[Description of the task]
Every line below that holds the string "paths" must be copied.

[Dataset entries]
BEGIN
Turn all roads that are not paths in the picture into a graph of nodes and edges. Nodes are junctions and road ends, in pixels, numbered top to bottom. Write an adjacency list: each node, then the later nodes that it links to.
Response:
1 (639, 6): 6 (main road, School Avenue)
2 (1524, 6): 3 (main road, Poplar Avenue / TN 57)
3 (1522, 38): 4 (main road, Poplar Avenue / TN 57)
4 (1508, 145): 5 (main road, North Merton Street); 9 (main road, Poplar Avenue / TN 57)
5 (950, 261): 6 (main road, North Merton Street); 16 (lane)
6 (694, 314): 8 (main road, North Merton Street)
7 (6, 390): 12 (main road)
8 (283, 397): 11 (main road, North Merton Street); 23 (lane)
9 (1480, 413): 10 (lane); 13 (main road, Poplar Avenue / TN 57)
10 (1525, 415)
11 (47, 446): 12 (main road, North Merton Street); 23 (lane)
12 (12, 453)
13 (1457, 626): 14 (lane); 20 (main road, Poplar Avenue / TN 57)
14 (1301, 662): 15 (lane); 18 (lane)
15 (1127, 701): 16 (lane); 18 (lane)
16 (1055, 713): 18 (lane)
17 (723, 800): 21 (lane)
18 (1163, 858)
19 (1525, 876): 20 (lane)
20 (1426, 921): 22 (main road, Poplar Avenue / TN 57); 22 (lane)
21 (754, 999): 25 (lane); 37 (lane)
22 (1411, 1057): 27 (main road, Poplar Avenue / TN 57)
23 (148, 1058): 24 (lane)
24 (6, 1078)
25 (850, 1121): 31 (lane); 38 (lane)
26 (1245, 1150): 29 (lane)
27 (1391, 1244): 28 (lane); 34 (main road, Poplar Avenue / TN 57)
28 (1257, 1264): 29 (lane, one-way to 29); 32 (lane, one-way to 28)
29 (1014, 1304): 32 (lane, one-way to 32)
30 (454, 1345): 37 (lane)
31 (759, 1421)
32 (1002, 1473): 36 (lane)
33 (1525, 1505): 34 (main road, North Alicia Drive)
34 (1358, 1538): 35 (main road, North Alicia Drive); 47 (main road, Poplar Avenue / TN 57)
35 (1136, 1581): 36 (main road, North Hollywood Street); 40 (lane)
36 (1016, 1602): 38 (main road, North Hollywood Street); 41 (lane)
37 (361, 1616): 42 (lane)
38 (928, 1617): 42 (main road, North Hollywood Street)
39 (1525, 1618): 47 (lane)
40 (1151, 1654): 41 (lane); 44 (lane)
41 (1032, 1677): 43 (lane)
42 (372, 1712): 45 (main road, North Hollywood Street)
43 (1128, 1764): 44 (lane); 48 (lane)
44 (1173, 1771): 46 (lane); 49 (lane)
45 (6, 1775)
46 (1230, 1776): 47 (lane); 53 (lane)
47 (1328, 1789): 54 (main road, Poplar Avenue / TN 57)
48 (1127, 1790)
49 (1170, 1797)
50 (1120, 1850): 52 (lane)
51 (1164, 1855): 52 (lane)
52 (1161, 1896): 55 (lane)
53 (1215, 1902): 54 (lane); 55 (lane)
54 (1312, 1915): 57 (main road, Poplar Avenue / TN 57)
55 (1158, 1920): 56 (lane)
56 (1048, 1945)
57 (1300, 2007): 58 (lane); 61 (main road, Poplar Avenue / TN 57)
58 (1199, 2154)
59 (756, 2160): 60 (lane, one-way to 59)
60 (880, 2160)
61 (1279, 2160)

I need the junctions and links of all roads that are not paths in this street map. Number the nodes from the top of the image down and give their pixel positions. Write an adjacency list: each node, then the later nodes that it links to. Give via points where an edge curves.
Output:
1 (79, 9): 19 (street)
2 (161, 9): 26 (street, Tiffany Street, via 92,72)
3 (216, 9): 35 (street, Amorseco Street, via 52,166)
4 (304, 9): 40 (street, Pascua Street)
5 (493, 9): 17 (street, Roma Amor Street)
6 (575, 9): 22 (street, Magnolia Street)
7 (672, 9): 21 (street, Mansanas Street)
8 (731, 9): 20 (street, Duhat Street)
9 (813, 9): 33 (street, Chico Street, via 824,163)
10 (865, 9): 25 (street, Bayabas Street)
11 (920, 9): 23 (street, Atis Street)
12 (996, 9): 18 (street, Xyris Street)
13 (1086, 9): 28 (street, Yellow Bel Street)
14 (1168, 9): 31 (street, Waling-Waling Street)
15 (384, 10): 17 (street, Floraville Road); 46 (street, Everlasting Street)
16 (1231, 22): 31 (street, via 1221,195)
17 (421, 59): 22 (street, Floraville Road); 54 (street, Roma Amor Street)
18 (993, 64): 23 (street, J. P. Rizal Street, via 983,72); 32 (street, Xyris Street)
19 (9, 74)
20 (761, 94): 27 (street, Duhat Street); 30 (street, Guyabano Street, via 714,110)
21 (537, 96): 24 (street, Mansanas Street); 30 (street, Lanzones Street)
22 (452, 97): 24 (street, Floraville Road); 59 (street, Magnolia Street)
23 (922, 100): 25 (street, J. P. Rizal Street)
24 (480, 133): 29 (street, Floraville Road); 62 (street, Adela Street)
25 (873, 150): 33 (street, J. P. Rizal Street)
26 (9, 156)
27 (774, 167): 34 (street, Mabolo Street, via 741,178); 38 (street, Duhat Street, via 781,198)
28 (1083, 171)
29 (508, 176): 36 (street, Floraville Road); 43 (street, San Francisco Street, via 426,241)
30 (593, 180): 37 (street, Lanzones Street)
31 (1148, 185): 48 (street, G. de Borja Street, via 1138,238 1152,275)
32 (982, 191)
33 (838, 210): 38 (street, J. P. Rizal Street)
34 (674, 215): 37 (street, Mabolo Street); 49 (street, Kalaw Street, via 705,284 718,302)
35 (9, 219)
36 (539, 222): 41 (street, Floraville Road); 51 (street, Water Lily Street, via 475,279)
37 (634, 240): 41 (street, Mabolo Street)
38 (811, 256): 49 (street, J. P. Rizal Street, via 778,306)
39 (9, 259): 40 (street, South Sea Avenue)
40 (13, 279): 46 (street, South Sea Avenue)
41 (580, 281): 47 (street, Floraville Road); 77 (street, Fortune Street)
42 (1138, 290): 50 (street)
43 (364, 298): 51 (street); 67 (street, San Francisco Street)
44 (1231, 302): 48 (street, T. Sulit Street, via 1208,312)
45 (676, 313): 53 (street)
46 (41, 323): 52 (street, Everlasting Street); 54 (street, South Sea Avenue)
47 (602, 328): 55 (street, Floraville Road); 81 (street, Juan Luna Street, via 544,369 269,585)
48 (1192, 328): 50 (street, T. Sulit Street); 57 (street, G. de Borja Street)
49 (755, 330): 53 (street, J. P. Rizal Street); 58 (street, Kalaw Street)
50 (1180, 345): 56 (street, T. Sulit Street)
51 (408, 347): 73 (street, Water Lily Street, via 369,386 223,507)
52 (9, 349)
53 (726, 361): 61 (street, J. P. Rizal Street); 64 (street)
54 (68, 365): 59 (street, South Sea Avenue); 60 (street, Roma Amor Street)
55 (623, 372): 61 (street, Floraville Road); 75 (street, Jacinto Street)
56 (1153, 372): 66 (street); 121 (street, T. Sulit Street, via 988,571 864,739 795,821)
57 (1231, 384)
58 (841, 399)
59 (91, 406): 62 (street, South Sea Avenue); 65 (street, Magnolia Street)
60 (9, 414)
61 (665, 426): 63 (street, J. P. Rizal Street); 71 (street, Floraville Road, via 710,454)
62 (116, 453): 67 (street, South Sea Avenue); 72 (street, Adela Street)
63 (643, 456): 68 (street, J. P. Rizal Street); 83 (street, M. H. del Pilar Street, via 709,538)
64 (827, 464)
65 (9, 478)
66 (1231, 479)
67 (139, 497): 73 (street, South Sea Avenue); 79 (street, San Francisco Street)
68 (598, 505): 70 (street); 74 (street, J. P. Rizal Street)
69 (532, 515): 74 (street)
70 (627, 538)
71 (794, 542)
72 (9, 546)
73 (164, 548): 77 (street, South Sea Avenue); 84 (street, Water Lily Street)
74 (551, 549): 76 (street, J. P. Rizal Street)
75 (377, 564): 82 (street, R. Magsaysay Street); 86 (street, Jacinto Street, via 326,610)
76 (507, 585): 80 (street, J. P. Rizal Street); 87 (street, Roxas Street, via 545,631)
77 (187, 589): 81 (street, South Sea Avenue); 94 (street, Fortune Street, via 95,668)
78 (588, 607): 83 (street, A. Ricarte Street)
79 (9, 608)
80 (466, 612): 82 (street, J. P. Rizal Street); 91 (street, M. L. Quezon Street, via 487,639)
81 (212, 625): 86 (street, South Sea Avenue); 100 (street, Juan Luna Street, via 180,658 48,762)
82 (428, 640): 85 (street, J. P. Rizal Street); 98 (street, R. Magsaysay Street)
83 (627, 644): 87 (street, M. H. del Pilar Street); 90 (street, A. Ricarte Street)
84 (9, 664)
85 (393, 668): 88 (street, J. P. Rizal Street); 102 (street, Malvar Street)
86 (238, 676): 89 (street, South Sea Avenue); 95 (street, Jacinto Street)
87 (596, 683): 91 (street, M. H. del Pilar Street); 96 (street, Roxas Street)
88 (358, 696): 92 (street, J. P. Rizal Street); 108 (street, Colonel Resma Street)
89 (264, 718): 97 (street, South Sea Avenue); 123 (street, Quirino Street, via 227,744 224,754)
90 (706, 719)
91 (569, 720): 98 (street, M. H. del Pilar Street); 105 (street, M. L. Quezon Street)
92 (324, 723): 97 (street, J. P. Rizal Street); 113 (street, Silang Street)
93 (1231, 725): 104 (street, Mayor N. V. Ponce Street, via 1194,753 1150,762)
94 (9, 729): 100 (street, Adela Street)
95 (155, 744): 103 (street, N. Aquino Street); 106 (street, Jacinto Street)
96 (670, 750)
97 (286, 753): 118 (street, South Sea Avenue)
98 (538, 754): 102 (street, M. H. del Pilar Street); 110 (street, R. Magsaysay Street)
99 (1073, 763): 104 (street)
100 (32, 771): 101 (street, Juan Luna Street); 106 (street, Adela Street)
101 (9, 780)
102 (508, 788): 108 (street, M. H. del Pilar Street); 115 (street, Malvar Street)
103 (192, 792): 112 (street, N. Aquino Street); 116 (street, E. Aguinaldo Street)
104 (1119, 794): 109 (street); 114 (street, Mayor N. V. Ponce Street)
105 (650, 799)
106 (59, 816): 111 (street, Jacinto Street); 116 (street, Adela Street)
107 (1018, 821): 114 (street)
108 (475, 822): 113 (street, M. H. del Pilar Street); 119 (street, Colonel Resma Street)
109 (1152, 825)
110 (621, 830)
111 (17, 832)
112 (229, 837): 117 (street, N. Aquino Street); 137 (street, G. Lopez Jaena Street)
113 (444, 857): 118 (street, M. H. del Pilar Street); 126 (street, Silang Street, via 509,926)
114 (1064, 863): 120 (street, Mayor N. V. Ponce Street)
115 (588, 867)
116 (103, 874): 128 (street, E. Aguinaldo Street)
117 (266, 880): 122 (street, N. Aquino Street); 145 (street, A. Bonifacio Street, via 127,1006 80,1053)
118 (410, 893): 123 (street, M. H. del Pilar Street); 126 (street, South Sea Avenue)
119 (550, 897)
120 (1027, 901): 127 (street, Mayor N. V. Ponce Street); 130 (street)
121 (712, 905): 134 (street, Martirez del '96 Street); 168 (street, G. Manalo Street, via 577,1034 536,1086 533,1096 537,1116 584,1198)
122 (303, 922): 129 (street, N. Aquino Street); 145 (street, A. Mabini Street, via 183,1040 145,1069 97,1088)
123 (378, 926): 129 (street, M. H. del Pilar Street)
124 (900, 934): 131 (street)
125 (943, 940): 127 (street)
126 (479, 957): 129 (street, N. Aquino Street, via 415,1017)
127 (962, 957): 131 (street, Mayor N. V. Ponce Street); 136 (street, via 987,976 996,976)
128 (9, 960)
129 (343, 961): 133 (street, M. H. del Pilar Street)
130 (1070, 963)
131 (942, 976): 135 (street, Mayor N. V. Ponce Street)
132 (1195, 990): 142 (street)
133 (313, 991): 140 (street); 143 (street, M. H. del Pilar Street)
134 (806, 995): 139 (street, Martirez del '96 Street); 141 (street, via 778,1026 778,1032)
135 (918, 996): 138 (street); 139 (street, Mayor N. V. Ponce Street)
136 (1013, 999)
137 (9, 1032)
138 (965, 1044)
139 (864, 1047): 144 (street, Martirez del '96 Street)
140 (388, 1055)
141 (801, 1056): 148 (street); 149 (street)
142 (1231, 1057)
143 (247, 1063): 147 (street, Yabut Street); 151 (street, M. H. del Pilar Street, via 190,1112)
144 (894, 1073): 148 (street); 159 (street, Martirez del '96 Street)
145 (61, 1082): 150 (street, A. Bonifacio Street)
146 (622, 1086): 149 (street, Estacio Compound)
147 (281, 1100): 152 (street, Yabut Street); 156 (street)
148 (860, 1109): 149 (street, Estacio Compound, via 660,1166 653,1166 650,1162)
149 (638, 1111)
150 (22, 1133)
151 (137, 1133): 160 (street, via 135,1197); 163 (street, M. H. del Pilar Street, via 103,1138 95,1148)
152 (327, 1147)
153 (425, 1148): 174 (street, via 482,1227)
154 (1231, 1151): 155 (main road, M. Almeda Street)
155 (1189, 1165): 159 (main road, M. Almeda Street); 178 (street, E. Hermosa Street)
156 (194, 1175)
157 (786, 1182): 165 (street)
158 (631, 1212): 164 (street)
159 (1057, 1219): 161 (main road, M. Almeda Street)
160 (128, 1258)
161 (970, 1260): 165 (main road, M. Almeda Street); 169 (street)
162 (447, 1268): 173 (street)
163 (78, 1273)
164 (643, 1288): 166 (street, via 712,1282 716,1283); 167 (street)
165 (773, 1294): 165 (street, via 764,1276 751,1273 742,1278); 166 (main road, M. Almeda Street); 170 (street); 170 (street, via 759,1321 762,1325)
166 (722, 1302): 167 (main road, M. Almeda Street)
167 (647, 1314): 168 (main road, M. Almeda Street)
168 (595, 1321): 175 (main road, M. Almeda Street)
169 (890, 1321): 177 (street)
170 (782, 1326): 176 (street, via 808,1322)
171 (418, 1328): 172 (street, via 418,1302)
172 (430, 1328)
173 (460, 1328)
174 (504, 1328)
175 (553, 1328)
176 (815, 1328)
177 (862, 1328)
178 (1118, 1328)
END
[Answer box]
Turn all roads that are not paths in the picture into a graph of nodes and edges. Nodes are junctions and road ends, in pixels, numbered top to bottom. Write an adjacency list: each node, then the later nodes that it links to.
I need the junctions and links of all roads that are not paths in this street map. Number the nodes from the top of the image down and give their pixel positions. Write an adjacency list: each node, then the later nodes that it links to. Give via points where an edge curves.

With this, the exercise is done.